Denuncio há anos os predadores exógenos (moral, politica…) e endógenos (discricionariedade, livre convencimento, relativização da coisa julgada, realismo jurídico, jurisprudencialização do Direito…) do Direito. Derrogamos dispositivos do código civil usando princípios “fofinhos” para dar metade da herança para a amante e cinco pais e oito avós para as crianças. Isso é tudo, menos Direito. É apreciação moral. Prendemos pessoas e as decisões são recheadas de argumentos morais. Todos os dias descumprimos os — chamemos assim — “limites semânticos” do CC, CPC, CPP e da CF (e das demais leis). Ou vocês acham que tudo isso não dá uma tempestade perfeita? Ou a incentiva?
Leis e Constituição? O que há é um conjunto de decisões que substituíram a lei e a CF. Por isso, o nosso preclaro Elio Gaspari foi na pleura: os juízes têm medo do modo como os juízes interpretam e aplicam as leis. Simples assim.
Enfrentemos nossos fantasmas de frente e retiremos os esqueletos do armário
Por isso tudo, aproveitemos o momento para discutir o que sempre escondemos. Se interpretar não é um ato mecânico, também não é um ato de livre atribuição de sentido, tipo “escola do direito livre (da lei). Aproveitemos essa crise para criar. Nada de gatopardizar. [3] E nada de atirar fora a água suja com a criança dentro. Não adianta demonizar o parlamento. E nem o “pacote”. O furo é mais embaixo. Está no modo como interpretamos o direito.
A caixa de pandora é esta: juízes e promotores não confiam neles mesmos porque, com tanta “liberdade” para denunciar e julgar, eles mesmos podem ser as próximas vítimas. Por isso a minha proposta: vamos cumprir as leis direitinho e todos estaremos seguros. Inclusive os réus que sofrem com esse elastério aplicativo. Isso fará bem a eles também, se entendem minha ironia. Passemos a cumprir o prazo de prisão preventiva. Não deixemos gente presa mais de 169 dias (consultemos a legislação! — viva a legislação!). Não invertamos mais o ônus da prova. Enfim, façamos um pouco de hermenêutica ortomolecular ou constitucionalismo ortomolecular: para expulsar os “radicais livres” (traduzindo: para evitar os movimentos de direito livre que, sob vários disfarces, estão incrustrados na justiça). São eles que provocaram o “maior de todos os medos”: — o medo de nós mesmos. Ou de si mesmos.
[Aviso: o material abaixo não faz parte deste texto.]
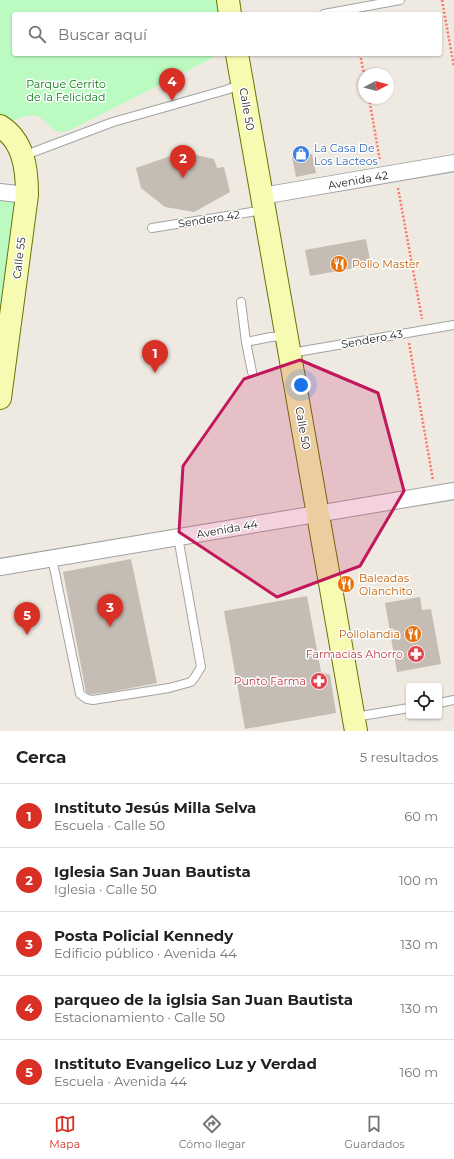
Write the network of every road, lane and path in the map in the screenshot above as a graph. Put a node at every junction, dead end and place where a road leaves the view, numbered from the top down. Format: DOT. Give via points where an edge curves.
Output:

De todo modo, já não é necessária a preocupação com o “crime de hermenêutica”,[4] contra o qual protestou Sergio Moro no Senado. No projeto do senador Roberto Requião, explicitamente estão — segundo o senador — as preocupações de Moro, nos seguintes termos: “Não constitui crime de abuso de autoridade o ato amparado em interpretação, precedente ou jurisprudência divergentes, bem assim o praticado de acordo com avaliação aceitável e razoável de fatos e circunstâncias determinantes, desde que, em qualquer caso, não contrarie a literalidade desta lei”.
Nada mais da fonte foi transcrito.